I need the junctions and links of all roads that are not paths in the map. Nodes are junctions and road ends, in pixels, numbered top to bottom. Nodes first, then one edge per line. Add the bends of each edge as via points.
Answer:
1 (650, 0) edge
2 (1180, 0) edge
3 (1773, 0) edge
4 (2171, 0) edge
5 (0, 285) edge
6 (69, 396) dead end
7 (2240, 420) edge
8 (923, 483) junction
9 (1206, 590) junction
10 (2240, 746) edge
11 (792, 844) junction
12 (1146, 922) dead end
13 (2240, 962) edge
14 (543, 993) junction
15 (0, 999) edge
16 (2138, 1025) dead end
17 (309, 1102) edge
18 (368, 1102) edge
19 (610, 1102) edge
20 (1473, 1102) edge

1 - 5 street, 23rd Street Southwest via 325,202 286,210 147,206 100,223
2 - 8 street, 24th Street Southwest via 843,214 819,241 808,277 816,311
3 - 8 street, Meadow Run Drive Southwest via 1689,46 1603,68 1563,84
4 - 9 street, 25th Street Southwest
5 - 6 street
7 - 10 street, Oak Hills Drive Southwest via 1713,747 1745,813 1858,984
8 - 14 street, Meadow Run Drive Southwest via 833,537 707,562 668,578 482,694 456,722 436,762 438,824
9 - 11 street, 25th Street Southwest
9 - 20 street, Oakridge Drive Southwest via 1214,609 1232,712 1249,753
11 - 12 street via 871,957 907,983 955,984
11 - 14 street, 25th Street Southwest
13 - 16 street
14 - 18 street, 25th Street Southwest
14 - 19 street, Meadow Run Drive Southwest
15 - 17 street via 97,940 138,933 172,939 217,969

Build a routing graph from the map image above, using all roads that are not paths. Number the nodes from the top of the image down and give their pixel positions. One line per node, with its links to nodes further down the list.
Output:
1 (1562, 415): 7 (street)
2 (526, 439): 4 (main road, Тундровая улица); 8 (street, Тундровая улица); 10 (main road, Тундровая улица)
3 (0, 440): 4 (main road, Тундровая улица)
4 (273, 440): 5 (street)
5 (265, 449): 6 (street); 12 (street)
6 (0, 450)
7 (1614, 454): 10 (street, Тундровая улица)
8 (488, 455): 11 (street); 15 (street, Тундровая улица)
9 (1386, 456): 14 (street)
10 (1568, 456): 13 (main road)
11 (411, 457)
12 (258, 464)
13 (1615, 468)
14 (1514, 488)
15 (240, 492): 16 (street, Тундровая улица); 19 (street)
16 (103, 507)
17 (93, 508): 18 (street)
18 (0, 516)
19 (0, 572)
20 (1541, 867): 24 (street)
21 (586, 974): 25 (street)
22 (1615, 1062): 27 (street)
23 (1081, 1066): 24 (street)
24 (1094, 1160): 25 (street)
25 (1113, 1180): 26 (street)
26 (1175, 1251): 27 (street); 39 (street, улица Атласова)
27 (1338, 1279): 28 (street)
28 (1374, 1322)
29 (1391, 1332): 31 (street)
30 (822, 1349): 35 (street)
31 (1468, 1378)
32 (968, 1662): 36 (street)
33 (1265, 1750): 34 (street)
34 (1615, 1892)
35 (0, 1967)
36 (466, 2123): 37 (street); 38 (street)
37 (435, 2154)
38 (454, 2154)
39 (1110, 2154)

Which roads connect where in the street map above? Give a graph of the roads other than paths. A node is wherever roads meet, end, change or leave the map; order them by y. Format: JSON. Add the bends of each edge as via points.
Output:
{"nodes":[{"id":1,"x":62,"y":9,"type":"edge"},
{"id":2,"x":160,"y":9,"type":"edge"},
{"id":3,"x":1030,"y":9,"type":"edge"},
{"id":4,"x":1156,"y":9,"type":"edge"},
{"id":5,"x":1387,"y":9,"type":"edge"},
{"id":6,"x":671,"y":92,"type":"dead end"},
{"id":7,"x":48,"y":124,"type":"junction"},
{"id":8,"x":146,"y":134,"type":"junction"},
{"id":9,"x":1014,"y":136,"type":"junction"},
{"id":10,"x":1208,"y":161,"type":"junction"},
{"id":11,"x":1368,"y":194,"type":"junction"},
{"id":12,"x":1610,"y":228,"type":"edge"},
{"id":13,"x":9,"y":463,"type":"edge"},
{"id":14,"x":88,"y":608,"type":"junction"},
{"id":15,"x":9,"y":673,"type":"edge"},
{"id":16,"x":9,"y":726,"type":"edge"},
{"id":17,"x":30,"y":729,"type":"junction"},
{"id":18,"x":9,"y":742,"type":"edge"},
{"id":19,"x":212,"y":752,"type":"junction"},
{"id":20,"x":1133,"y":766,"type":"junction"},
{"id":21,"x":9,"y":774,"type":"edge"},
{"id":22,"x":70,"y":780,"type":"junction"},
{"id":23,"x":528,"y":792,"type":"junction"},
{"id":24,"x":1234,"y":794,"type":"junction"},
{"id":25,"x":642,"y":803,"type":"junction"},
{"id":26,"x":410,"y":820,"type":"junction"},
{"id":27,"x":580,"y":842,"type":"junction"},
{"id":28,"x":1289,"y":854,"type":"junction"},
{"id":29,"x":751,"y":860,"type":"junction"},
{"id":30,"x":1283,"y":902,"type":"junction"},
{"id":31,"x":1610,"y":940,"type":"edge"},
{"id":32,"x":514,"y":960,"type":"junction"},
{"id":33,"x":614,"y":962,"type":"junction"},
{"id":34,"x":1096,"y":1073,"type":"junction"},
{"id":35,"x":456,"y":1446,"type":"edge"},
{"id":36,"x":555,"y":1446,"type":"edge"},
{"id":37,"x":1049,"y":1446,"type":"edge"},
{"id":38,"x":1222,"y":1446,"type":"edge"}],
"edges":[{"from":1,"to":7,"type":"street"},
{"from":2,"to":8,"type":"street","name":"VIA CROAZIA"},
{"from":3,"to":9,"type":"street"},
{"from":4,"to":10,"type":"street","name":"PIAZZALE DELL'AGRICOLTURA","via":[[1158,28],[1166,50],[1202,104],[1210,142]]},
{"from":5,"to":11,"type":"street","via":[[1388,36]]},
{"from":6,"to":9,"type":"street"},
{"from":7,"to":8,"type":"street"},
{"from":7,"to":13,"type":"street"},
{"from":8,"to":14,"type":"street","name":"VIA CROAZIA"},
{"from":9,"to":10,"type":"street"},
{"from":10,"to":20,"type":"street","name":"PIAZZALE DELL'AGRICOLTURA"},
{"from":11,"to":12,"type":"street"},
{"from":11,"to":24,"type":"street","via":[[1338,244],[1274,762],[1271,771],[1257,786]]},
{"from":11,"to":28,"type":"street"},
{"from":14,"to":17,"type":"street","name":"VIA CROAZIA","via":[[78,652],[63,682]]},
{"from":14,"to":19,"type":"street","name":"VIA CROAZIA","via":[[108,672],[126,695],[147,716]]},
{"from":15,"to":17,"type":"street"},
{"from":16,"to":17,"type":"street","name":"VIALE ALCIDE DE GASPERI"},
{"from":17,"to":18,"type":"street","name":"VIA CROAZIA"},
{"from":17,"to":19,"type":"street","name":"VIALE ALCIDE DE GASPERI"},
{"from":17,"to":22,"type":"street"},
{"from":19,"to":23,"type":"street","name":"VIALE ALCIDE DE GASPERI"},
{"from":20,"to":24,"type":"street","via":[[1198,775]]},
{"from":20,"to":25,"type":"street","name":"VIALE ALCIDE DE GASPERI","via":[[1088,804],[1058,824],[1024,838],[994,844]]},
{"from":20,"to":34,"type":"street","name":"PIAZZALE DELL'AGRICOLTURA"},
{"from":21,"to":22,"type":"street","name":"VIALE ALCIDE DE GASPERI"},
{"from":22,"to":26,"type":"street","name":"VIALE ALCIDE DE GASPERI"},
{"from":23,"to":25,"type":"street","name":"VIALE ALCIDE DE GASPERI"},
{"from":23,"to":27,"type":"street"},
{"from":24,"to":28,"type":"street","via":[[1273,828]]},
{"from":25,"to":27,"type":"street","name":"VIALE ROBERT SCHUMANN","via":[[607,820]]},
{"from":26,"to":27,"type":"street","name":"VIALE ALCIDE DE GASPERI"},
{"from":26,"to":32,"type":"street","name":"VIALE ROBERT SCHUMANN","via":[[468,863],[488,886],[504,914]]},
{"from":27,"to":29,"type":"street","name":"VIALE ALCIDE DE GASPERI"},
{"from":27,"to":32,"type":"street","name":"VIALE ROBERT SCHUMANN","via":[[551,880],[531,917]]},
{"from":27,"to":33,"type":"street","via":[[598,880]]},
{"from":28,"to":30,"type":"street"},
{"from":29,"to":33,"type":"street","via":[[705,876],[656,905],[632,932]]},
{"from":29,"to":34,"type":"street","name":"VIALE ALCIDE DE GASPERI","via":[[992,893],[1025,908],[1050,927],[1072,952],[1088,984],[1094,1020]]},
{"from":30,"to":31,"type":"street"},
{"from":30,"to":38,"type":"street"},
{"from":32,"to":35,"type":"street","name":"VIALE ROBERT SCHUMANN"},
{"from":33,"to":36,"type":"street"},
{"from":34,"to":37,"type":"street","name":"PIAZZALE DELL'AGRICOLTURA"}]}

========================

YOUR OBJECTIVE ::
Using the listing above, list every line in which the string "Meadow" occurs.

SOLUTION FOR THIS TASK ::
3 - 8 street, Meadow Run Drive Southwest via 1689,46 1603,68 1563,84
8 - 14 street, Meadow Run Drive Southwest via 833,537 707,562 668,578 482,694 456,722 436,762 438,824
14 - 19 street, Meadow Run Drive Southwest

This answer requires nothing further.